Problem description:
Would you please restate the data exactly as it stands, apart from the pictures?

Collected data
______

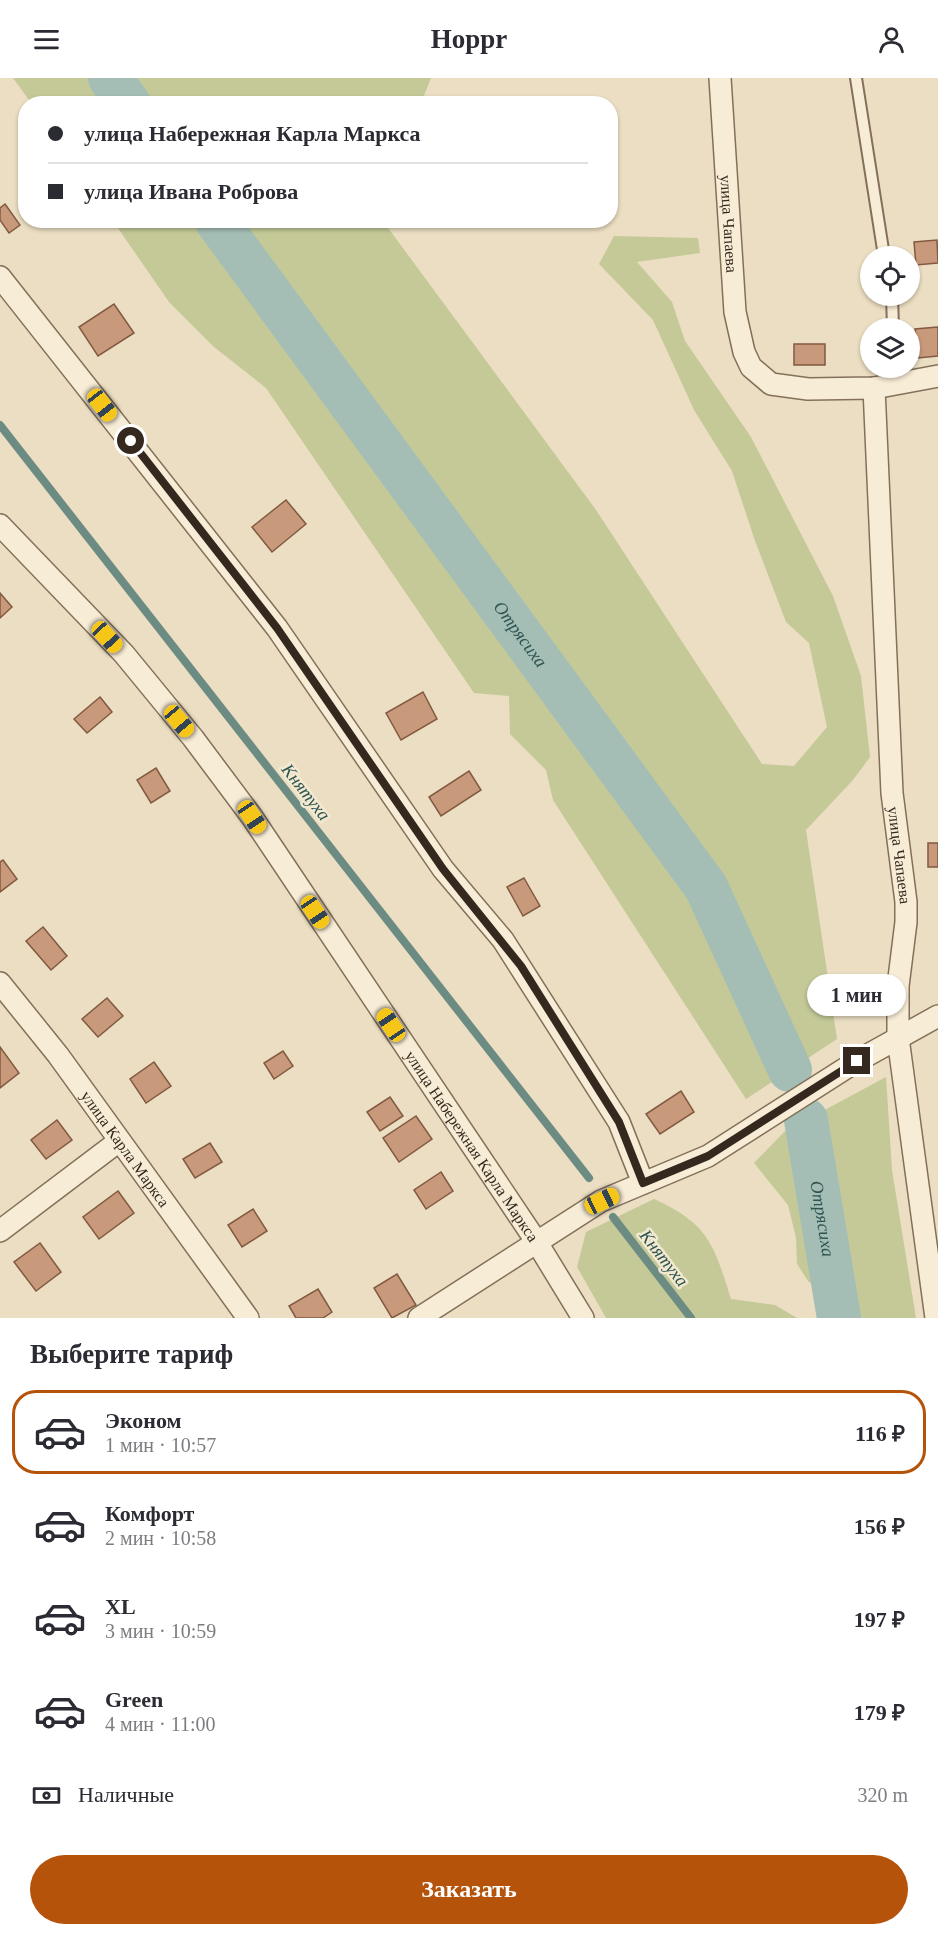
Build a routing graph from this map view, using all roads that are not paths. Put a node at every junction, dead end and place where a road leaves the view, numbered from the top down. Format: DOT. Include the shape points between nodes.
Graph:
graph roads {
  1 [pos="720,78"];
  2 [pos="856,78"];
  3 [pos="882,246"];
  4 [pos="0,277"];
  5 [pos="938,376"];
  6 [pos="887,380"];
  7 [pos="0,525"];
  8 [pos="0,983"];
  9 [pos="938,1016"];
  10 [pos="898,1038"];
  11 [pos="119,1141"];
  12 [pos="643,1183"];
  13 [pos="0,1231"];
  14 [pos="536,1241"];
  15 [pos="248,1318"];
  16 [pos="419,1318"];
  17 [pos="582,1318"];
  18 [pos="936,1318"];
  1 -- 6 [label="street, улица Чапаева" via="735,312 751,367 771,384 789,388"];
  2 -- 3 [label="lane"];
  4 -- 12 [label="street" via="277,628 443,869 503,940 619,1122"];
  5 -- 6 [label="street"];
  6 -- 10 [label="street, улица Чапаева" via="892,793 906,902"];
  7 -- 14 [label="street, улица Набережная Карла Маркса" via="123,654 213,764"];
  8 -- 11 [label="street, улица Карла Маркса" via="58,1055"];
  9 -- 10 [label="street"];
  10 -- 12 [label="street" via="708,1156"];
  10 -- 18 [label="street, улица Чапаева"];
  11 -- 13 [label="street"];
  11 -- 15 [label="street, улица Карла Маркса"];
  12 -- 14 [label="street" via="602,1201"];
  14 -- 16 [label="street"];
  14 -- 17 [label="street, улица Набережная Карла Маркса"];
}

______

Your solution:
Build a routing graph from this map view, using all roads that are not paths. Put a node at every junction, dead end and place where a road leaves the view, numbered from the top down. Format: DOT. Include the shape points between nodes.
Graph:
graph roads {
  1 [pos="720,78"];
  2 [pos="856,78"];
  3 [pos="882,246"];
  4 [pos="0,277"];
  5 [pos="938,376"];
  6 [pos="887,380"];
  7 [pos="0,525"];
  8 [pos="0,983"];
  9 [pos="938,1016"];
  10 [pos="898,1038"];
  11 [pos="119,1141"];
  12 [pos="643,1183"];
  13 [pos="0,1231"];
  14 [pos="536,1241"];
  15 [pos="248,1318"];
  16 [pos="419,1318"];
  17 [pos="582,1318"];
  18 [pos="936,1318"];
  1 -- 6 [label="street, улица Чапаева" via="735,312 751,367 771,384 789,388"];
  2 -- 3 [label="lane"];
  4 -- 12 [label="street" via="277,628 443,869 503,940 619,1122"];
  5 -- 6 [label="street"];
  6 -- 10 [label="street, улица Чапаева" via="892,793 906,902"];
  7 -- 14 [label="street, улица Набережная Карла Маркса" via="123,654 213,764"];
  8 -- 11 [label="street, улица Карла Маркса" via="58,1055"];
  9 -- 10 [label="street"];
  10 -- 12 [label="street" via="708,1156"];
  10 -- 18 [label="street, улица Чапаева"];
  11 -- 13 [label="street"];
  11 -- 15 [label="street, улица Карла Маркса"];
  12 -- 14 [label="street" via="602,1201"];
  14 -- 16 [label="street"];
  14 -- 17 [label="street, улица Набережная Карла Маркса"];
}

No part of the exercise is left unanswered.